Set down each line of the records once more, precisely, and omit the pictures.

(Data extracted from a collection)
***
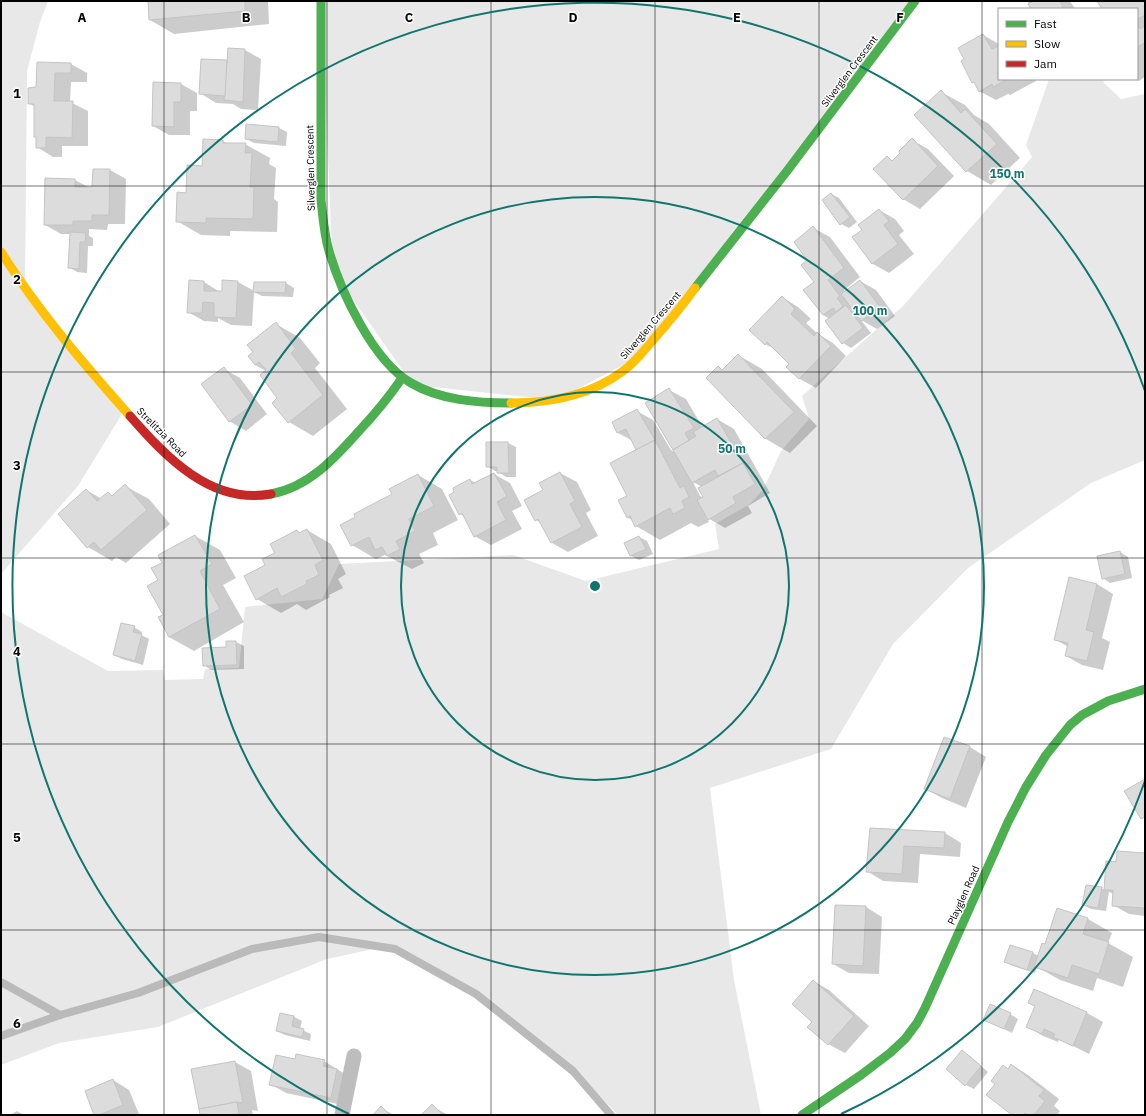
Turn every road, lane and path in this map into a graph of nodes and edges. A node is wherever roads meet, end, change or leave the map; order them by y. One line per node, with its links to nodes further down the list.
1 (321, 1): 4 (street, Silverglen Crescent)
2 (915, 1): 4 (street, Silverglen Crescent)
3 (1, 252): 4 (street, Strelitzia Road)
4 (402, 378)
5 (1145, 689): 8 (street, Playglen Road)
6 (354, 1056): 7 (lane)
7 (342, 1115)
8 (802, 1115)

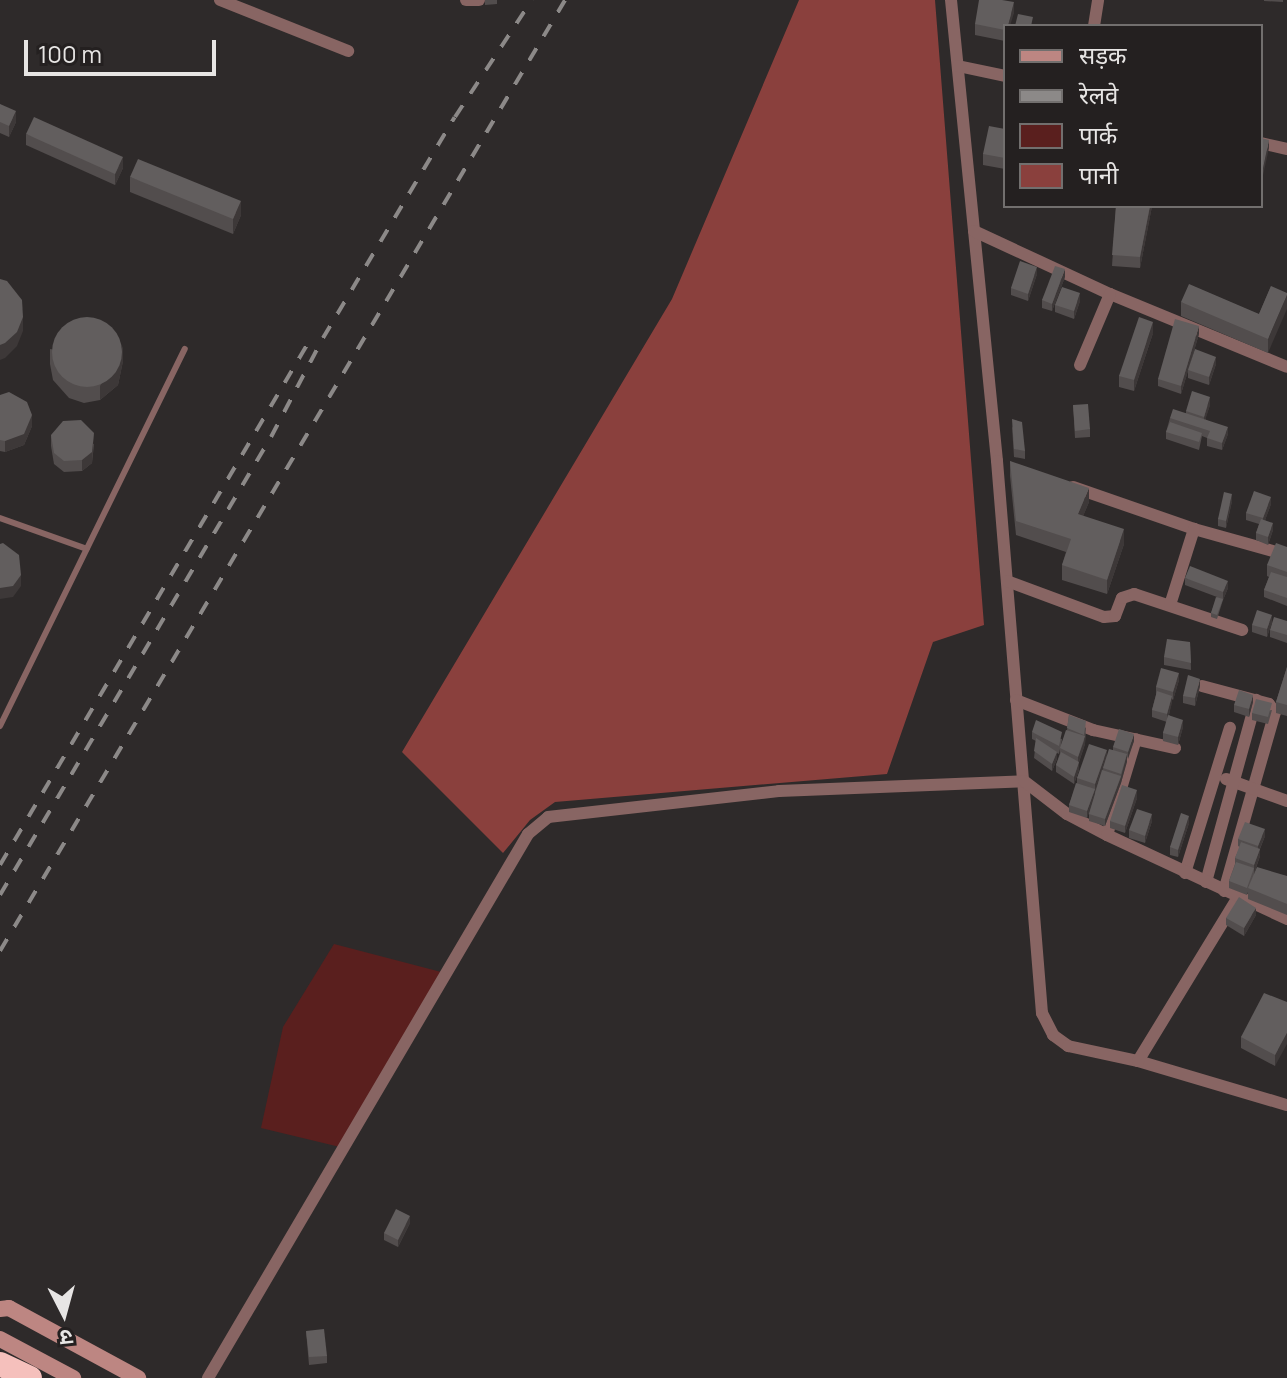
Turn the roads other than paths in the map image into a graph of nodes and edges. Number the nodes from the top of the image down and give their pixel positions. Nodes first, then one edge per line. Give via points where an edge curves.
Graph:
***
## Exercise response:
Turn every road, lane and path in this map into a graph of nodes and edges. A node is wherever roads meet, end, change or leave the map; order them by y. One line per node, with its links to nodes further down the list.
1 (321, 1): 4 (street, Silverglen Crescent)
2 (915, 1): 4 (street, Silverglen Crescent)
3 (1, 252): 4 (street, Strelitzia Road)
4 (402, 378)
5 (1145, 689): 8 (street, Playglen Road)
6 (354, 1056): 7 (lane)
7 (342, 1115)
8 (802, 1115)

Turn the roads other than paths in the map image into a graph of nodes and edges. Number the nodes from the top of the image down and give their pixel positions. Nodes first, then one edge per line. Give via points where an edge curves.
Graph:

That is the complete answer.